Your assignment –
In the material below, find each line with the string "canvas" and copy it.

Exercise data –
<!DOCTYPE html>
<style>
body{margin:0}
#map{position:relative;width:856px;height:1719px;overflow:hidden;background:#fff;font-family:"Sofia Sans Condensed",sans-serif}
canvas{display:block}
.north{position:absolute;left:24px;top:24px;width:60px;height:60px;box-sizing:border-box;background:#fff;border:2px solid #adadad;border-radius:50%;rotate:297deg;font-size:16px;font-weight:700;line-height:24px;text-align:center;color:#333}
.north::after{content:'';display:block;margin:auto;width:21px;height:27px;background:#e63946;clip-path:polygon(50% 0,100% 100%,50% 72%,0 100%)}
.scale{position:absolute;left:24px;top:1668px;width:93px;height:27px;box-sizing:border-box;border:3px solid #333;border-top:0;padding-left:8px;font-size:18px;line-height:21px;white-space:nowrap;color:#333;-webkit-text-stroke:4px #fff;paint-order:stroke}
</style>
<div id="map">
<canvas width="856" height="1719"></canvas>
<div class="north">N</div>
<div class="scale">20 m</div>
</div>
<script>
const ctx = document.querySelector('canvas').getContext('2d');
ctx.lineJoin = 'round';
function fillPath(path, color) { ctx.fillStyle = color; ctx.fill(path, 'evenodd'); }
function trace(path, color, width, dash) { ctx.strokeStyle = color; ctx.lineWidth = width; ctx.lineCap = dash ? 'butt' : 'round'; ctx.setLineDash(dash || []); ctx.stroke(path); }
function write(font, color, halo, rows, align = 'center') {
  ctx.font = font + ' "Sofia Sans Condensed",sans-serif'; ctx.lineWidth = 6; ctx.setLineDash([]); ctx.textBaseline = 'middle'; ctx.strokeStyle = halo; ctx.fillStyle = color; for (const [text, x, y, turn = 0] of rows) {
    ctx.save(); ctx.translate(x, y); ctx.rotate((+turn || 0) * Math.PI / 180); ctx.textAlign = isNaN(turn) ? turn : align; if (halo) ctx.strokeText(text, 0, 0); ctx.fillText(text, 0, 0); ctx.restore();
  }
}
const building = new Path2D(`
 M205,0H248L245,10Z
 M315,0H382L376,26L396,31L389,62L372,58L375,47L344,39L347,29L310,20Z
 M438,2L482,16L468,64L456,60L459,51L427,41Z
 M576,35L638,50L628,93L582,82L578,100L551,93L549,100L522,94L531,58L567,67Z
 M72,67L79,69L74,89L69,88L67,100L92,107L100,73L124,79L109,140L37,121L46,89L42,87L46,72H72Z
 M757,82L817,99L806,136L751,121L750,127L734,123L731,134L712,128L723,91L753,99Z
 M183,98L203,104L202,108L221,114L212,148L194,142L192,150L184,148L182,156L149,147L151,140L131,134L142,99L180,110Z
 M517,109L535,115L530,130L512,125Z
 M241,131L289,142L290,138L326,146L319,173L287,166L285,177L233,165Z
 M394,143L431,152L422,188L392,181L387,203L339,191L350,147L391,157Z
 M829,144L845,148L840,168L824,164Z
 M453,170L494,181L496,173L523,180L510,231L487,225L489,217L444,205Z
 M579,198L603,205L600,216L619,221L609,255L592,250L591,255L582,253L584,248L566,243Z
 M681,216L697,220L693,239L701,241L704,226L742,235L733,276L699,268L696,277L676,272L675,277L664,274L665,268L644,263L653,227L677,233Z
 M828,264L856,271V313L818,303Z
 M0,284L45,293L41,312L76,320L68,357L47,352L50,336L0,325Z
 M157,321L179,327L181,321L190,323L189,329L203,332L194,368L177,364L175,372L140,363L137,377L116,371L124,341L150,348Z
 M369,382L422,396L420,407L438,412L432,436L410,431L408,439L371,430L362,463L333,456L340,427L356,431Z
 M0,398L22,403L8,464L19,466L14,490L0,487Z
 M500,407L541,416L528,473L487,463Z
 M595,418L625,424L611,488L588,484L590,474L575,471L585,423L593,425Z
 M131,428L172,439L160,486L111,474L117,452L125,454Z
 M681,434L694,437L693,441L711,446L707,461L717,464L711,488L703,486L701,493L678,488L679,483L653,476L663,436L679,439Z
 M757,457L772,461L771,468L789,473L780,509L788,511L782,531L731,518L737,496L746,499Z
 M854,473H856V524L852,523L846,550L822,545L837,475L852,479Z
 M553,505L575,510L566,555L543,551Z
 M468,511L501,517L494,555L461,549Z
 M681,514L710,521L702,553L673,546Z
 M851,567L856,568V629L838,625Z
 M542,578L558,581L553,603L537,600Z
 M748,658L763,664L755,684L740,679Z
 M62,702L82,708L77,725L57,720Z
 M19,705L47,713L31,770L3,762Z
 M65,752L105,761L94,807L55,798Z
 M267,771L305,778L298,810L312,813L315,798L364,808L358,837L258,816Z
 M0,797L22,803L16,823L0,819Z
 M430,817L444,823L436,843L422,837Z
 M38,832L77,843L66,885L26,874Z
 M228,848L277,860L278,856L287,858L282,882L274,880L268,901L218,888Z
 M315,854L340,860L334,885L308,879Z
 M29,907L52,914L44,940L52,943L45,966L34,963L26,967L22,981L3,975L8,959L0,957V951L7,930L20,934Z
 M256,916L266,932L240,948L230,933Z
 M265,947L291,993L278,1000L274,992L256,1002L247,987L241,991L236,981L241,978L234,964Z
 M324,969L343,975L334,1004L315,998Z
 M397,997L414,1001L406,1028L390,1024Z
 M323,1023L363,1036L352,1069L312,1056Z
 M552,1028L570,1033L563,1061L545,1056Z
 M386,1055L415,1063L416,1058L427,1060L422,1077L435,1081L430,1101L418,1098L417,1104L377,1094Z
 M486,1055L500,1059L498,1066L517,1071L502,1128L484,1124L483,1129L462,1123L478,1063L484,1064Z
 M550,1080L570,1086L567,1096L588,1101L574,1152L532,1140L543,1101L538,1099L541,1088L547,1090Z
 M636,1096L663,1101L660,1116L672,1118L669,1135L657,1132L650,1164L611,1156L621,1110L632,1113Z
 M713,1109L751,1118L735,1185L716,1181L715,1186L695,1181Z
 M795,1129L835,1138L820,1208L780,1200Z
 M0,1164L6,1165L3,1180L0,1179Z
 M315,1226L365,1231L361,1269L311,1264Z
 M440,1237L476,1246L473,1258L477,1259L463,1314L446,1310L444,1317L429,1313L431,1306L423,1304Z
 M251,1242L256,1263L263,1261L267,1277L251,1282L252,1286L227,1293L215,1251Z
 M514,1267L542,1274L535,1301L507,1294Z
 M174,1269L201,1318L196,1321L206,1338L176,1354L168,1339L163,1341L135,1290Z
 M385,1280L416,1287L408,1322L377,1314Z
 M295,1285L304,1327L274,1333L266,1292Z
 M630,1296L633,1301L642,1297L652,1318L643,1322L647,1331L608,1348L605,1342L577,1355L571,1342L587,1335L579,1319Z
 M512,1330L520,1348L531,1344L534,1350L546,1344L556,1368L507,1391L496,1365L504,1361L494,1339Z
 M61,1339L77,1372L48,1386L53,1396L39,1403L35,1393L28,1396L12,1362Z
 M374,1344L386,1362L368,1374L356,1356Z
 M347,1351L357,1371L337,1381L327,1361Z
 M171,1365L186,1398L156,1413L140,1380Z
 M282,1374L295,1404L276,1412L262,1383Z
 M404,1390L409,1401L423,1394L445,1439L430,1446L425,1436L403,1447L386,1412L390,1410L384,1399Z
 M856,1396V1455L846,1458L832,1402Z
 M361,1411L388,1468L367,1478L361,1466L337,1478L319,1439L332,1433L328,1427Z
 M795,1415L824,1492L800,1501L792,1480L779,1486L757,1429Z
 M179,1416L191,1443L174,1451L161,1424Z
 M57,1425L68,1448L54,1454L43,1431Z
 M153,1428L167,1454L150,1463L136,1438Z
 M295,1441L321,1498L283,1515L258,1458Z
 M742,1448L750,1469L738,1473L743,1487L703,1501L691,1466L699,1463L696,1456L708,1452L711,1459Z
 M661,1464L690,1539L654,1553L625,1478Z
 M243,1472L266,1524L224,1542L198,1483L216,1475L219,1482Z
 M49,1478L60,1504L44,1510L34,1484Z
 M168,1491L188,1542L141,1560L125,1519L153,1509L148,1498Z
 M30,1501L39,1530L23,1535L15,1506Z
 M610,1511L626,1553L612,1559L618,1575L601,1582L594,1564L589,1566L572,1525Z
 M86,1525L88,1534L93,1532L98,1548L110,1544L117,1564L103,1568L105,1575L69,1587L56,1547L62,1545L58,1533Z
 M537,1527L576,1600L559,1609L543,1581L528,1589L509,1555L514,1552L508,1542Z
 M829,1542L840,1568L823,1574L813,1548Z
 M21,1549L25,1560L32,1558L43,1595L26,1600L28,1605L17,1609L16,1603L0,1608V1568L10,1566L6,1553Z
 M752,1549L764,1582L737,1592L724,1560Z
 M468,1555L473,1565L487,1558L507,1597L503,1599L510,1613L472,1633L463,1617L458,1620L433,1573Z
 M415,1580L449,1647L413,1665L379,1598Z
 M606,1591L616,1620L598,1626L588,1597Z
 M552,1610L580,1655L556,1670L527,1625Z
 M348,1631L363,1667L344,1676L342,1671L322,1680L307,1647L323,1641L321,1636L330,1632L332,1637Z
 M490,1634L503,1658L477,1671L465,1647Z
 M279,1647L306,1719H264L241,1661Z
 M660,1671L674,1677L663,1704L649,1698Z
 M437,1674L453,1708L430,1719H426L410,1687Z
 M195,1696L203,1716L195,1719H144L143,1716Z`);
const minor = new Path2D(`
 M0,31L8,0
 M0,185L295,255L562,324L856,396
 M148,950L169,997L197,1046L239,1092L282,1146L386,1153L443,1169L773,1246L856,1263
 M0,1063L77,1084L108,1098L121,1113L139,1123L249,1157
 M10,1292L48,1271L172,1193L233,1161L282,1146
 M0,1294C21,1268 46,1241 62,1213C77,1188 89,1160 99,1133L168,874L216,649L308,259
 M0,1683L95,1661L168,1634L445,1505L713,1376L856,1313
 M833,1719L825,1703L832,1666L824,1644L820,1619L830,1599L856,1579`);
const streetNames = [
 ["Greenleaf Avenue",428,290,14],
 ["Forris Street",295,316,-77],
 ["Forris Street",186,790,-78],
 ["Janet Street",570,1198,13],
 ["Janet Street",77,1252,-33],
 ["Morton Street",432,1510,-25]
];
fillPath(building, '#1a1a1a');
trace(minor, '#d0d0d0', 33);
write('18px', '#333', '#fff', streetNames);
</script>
* * *
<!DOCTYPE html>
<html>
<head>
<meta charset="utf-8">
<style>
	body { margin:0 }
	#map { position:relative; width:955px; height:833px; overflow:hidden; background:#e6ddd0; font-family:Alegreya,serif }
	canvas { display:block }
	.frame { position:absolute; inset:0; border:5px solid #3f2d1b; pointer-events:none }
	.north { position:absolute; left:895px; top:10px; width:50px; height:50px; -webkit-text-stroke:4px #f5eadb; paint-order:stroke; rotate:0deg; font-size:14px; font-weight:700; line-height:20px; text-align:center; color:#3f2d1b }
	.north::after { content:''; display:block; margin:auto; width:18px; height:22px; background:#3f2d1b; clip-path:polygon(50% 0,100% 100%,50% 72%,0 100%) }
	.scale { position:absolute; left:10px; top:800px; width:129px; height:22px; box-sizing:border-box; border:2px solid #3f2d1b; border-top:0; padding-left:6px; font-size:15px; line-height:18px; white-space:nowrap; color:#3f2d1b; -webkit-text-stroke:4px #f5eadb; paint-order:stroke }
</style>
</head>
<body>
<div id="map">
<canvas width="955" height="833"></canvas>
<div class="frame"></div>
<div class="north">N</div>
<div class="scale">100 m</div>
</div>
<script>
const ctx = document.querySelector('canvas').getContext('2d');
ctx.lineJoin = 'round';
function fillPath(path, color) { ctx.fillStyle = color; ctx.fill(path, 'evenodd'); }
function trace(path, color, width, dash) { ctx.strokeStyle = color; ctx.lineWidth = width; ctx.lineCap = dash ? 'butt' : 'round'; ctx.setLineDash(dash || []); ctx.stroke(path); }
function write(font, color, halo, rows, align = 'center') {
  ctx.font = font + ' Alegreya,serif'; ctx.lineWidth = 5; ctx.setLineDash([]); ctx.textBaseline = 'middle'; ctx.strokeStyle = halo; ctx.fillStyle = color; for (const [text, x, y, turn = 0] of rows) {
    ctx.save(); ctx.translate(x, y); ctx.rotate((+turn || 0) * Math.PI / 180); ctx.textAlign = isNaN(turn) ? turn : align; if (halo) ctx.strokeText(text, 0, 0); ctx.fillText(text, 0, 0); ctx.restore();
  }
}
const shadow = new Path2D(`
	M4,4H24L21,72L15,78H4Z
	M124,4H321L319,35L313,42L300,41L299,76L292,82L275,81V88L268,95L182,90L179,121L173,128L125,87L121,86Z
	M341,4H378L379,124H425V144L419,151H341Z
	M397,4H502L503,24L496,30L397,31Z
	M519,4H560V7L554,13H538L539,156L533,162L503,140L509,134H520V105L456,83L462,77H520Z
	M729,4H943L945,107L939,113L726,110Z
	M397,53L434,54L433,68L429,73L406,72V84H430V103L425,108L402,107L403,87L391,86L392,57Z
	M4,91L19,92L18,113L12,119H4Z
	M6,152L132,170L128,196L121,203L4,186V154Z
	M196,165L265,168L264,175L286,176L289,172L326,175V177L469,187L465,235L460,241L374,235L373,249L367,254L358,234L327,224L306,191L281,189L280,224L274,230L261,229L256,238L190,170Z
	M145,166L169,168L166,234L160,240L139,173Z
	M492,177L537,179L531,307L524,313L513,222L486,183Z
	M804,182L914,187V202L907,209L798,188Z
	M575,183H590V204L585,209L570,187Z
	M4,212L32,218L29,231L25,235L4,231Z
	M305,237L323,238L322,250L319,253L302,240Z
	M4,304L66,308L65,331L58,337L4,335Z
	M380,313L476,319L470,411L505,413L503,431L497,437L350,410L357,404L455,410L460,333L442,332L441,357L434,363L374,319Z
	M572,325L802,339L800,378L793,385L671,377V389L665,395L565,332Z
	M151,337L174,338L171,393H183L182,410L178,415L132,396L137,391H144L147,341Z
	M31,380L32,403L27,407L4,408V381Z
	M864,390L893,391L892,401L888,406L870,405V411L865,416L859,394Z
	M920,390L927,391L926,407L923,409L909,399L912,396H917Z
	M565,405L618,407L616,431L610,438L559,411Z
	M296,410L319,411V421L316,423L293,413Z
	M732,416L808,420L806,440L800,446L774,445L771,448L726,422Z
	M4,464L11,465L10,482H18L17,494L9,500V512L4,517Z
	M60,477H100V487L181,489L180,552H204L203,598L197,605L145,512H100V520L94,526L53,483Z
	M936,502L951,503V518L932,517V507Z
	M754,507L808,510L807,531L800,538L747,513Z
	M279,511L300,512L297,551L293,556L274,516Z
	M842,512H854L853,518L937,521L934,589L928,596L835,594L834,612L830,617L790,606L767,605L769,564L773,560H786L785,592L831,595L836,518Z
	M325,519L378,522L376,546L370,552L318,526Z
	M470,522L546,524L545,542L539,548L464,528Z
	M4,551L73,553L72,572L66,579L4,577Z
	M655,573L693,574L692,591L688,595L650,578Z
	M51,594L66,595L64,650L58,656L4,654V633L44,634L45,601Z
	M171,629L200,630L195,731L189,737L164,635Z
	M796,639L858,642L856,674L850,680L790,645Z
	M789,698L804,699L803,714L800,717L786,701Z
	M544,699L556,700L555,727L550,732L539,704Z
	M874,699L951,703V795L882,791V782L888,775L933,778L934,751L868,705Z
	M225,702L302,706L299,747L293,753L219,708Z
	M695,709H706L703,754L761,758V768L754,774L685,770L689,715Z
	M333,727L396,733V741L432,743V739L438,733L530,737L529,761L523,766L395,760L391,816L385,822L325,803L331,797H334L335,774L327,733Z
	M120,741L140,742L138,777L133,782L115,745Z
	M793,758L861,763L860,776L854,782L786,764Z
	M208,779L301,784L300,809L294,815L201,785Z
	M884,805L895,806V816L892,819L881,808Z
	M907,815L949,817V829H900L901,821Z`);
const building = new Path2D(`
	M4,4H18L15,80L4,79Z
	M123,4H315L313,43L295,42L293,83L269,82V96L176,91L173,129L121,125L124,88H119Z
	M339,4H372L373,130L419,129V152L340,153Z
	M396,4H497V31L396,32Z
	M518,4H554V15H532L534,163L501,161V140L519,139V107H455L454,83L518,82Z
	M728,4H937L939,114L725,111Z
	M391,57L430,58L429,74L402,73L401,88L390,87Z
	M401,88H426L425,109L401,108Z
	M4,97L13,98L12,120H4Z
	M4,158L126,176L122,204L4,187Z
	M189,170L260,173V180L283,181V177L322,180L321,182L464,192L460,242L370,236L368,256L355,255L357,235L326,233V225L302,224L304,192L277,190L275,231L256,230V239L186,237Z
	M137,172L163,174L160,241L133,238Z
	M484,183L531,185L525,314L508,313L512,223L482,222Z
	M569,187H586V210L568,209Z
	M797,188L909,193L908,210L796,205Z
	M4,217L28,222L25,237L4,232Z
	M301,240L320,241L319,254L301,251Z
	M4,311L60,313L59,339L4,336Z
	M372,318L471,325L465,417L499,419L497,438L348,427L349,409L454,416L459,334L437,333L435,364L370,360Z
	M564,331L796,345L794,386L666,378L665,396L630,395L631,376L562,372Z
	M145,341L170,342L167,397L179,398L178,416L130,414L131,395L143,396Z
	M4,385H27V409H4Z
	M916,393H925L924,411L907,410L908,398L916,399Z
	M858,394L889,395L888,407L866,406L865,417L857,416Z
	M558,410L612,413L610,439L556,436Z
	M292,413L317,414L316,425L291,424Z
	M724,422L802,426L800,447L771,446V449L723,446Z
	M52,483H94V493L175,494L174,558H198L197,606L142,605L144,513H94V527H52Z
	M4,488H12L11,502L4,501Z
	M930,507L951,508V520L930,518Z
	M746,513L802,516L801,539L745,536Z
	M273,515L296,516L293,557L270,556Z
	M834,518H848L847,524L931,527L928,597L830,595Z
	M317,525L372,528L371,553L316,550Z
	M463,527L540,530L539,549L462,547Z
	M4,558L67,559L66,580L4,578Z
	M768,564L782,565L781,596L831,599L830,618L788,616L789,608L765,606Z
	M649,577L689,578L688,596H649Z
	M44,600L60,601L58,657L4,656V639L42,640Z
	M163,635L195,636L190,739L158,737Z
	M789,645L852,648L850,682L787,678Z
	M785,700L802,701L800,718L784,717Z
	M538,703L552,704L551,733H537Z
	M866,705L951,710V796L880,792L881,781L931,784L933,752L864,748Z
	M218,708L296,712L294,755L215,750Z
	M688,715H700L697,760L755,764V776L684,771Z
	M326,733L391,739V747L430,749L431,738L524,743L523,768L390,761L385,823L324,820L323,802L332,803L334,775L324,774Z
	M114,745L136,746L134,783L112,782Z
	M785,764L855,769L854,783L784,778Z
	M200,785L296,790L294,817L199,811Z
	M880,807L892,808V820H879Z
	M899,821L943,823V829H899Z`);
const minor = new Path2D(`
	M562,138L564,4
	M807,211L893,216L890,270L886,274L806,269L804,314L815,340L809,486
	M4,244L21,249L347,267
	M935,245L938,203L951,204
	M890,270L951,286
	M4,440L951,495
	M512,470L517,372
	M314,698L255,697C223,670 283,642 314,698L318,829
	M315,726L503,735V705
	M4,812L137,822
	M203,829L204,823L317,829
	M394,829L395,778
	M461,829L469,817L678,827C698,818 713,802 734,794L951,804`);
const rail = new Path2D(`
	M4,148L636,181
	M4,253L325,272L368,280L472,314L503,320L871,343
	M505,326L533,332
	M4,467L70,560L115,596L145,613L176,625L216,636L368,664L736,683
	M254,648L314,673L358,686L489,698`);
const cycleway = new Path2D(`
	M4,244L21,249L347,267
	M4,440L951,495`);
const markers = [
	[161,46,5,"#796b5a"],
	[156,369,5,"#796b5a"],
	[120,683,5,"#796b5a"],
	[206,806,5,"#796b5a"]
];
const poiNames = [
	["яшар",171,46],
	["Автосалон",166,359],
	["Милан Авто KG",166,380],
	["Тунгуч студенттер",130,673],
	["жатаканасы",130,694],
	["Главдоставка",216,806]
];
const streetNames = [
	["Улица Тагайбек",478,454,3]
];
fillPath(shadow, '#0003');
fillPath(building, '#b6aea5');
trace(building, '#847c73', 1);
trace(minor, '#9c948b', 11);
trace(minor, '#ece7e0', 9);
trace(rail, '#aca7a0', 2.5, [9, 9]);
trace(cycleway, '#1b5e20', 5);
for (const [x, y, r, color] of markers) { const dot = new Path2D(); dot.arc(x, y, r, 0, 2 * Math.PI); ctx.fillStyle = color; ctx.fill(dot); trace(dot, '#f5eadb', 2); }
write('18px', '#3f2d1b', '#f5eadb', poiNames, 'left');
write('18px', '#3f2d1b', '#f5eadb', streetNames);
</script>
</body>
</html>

Output for this exercise –
canvas{display:block}
<canvas width="856" height="1719"></canvas>
const ctx = document.querySelector('canvas').getContext('2d');
	canvas { display:block }
<canvas width="955" height="833"></canvas>
const ctx = document.querySelector('canvas').getContext('2d');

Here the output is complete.